Jogatina com incentivo fiscal

O Estado de S. Paulo

Com aval dos deputados para retirada dos jogos da clandestinidade, País está nas mãos do Senado para evitar o pior

Em mais um sinal da crise moral que o País atravessa, a Câmara deu aval à atuação legal de cassinos, bingos, apostas online e jogo do bicho. Desrespeitando todas as vozes contrárias à jogatina, como se a atividade fosse mera diversão condenada apenas por falsos moralistas, os deputados aprovaram, em apenas dois dias, um projeto condenado não só por religiosos, mas por todos os órgãos de controle e fiscalização e por especialistas em saúde pública e assistência social. É mais uma façanha da gestão de Arthur Lira (PP-AL) na presidência da Câmara.

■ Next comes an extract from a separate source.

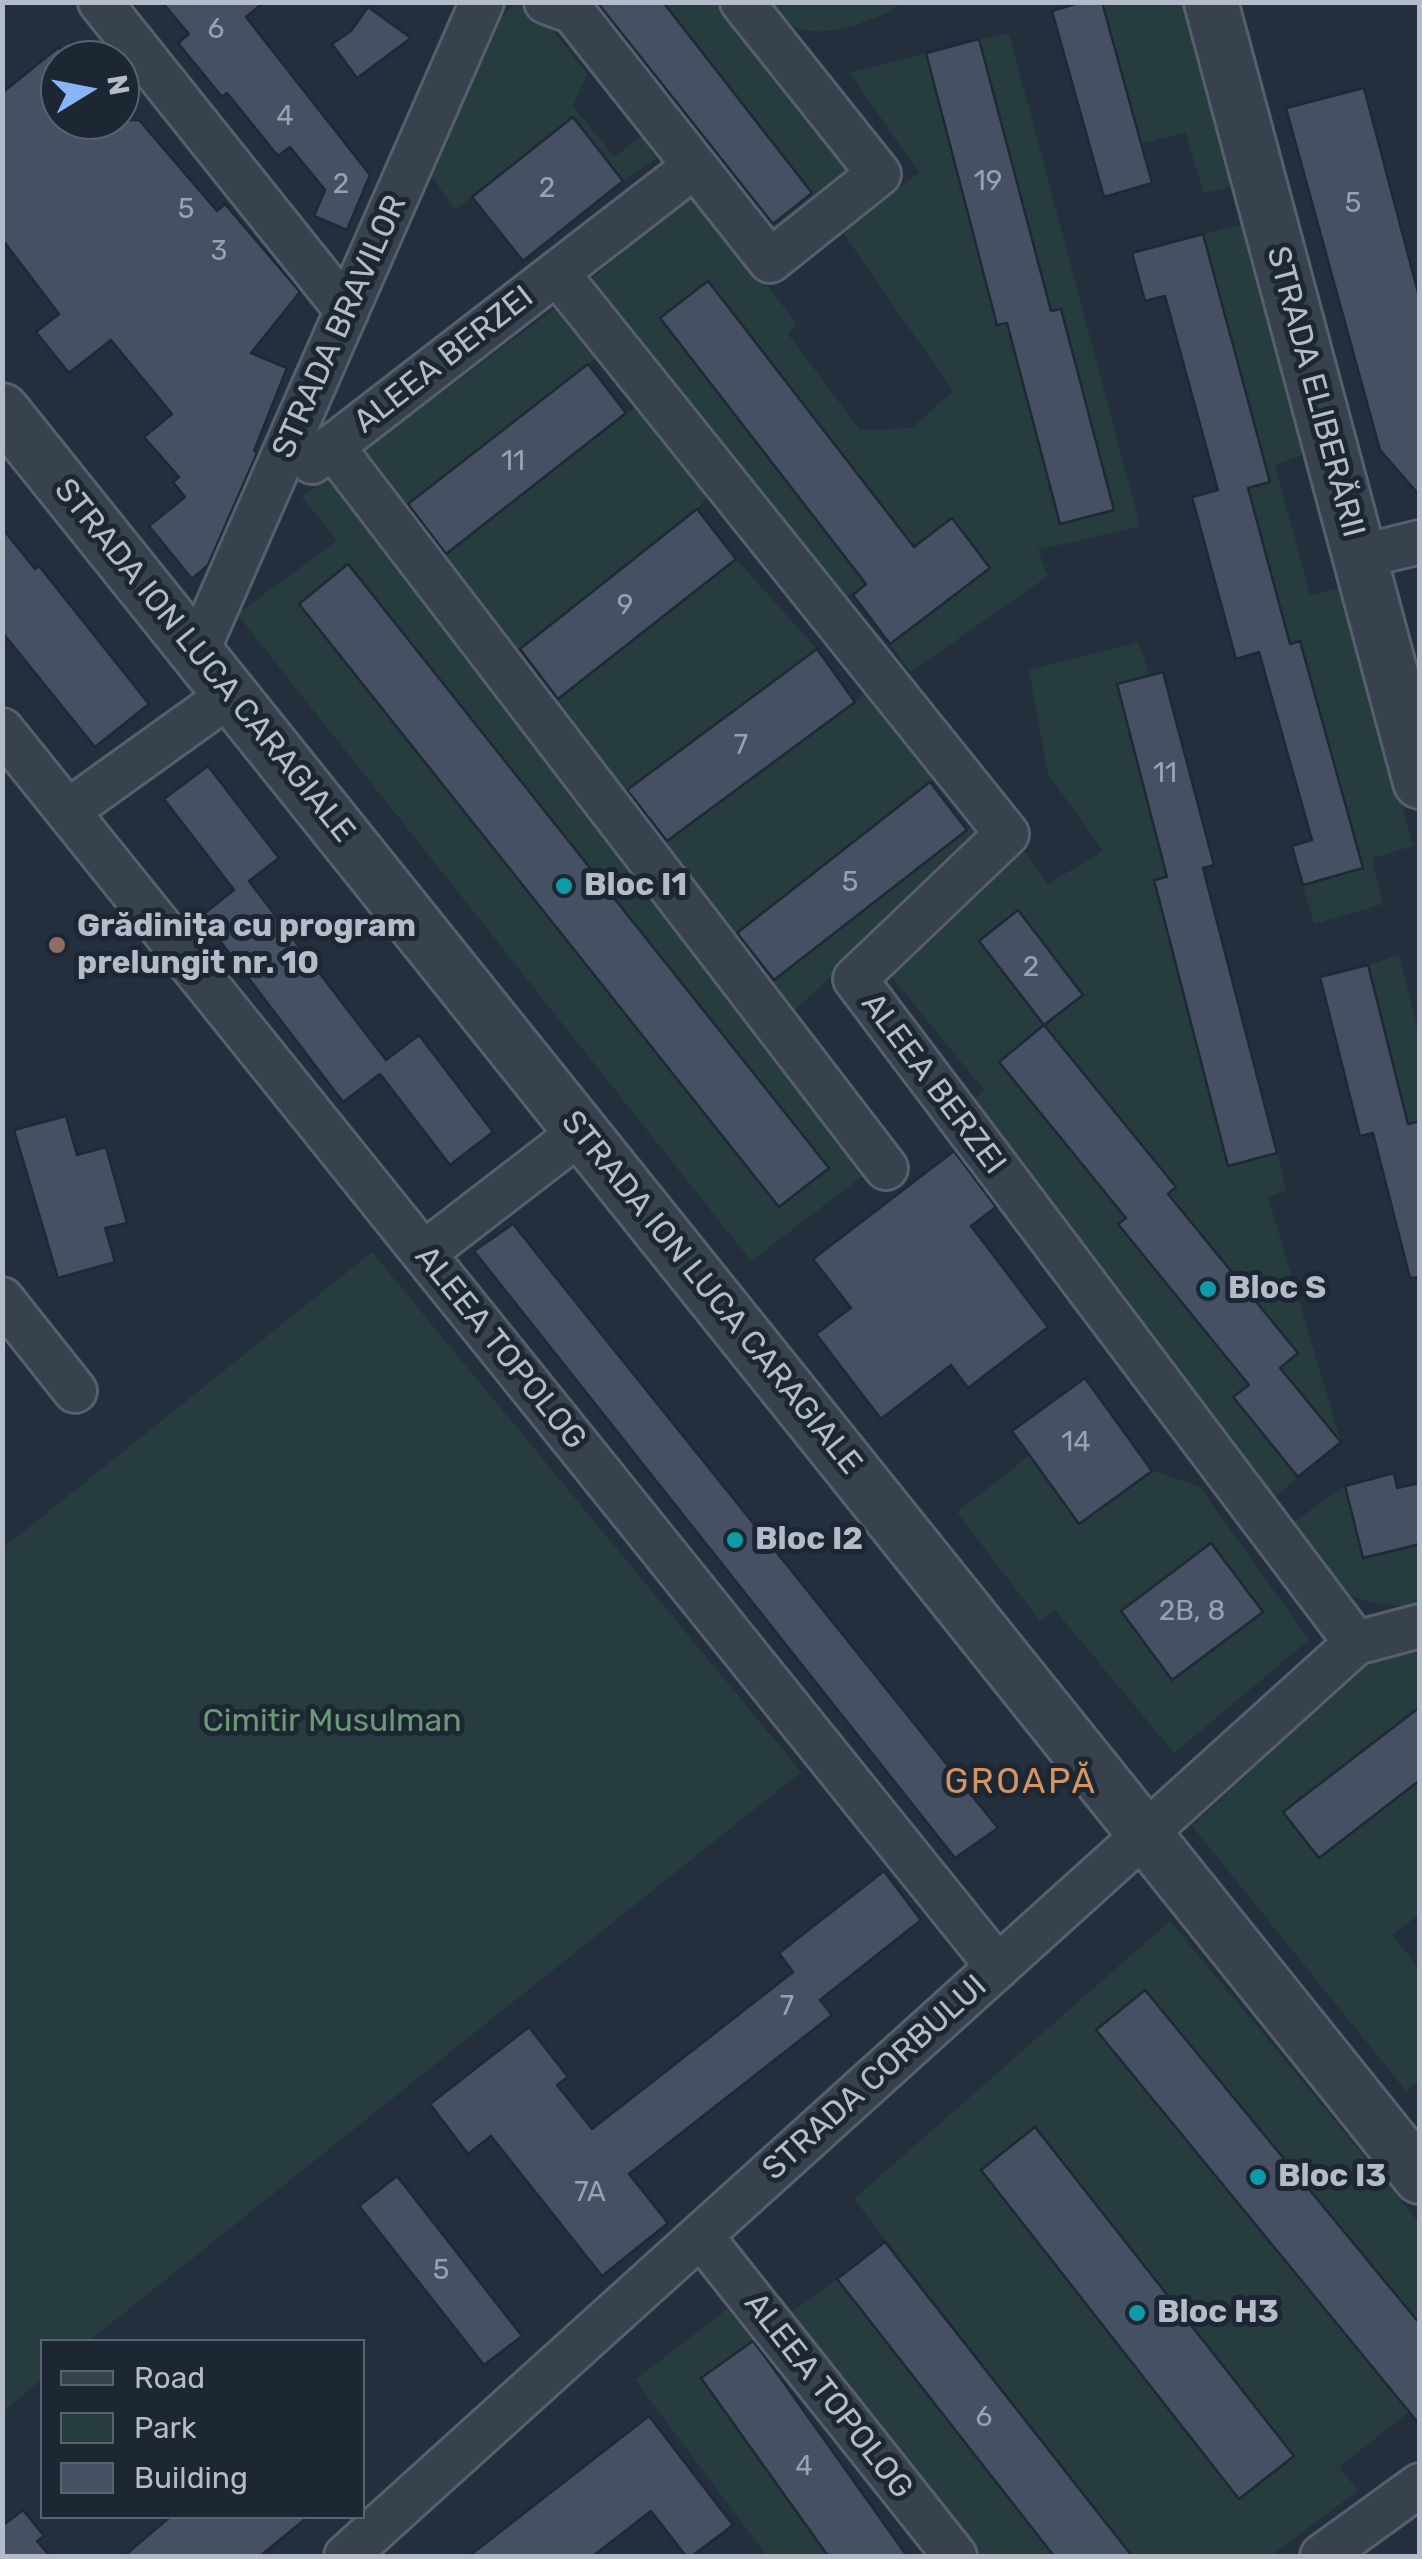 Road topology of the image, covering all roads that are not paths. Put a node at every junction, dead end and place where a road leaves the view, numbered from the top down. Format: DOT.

Ao insulto somou-se a injúria: não bastasse ter ignorado os sólidos argumentos dos que se opõem à liberação da jogatina, a maioria dos parlamentares não viu problemas em aprovar um projeto que impõe uma singela alíquota de 17% sobre a operação de apostas, por meio da Contribuição de Intervenção no Domínio Econômico (Cide) – mesmo tratamento dado a empresas de entretenimento, como justificou o relator, deputado Felipe Carreras (PSB-PE).

Desse modo, uma atividade historicamente associada a tráfico de drogas, sonegação fiscal, lavagem de dinheiro e financiamento do crime organizado, e que ademais arruína a vida financeira, social e familiar dos jogadores compulsivos, terá uma tributação mais favorável do que aquela incidente sobre itens essenciais, como energia elétrica, combustíveis, medicamentos e até alimentação, conforme informações do Impostômetro da Associação Comercial de São Paulo (ACSP) e do Instituto Brasileiro de Planejamento e Tributação (IBPT). É como se houvesse um incentivo fiscal à degradação da sociedade.

Pelo texto, os jogos de azar serão supervisionados por um “órgão regulador e supervisor geral”. A essa agência nacional da jogatina caberá garantir que as operadoras trabalhem com recursos de “origem lícita” e identificada, além de exigir dos controladores das empresas “reputação ilibada”. A agência ainda estabelecerá limites: selecionará, por meio de licitação, cassinos e casas de bingo e elaborará um cadastro nacional dos viciados para impedi-los de entrar nos estabelecimentos. Todos os processos judiciais sobre aqueles que exploram a atividade ilegal serão extintos, e os acusados, anistiados. Seria cômico se não fosse trágico, mas a Câmara dos Deputados realmente se superou.

Nem a mobilização da bancada evangélica, apoiadora de primeira hora do presidente Jair Bolsonaro, conteve o deletério ímpeto dos parlamentares. Agora, restará ao País contar com o juízo dos senadores para evitar que o Brasil se torne um paraíso fiscal da jogatina, na feliz expressão do vice-presidente da Câmara, Marcelo Ramos – que lembrou que os países que legalizaram os jogos impõem uma tributação de até 50%.

De Bolsonaro, por sua vez, não se deve esperar nada: o sempre eloquente presidente mal falou sobre o assunto. A apoiadores, lavou as mãos, pregou a autonomia do Legislativo e sinalizou que vetará a proposta caso seja aprovada pelos senadores, mas, roteiro pronto e manjado, não fará o menor esforço para manter o veto.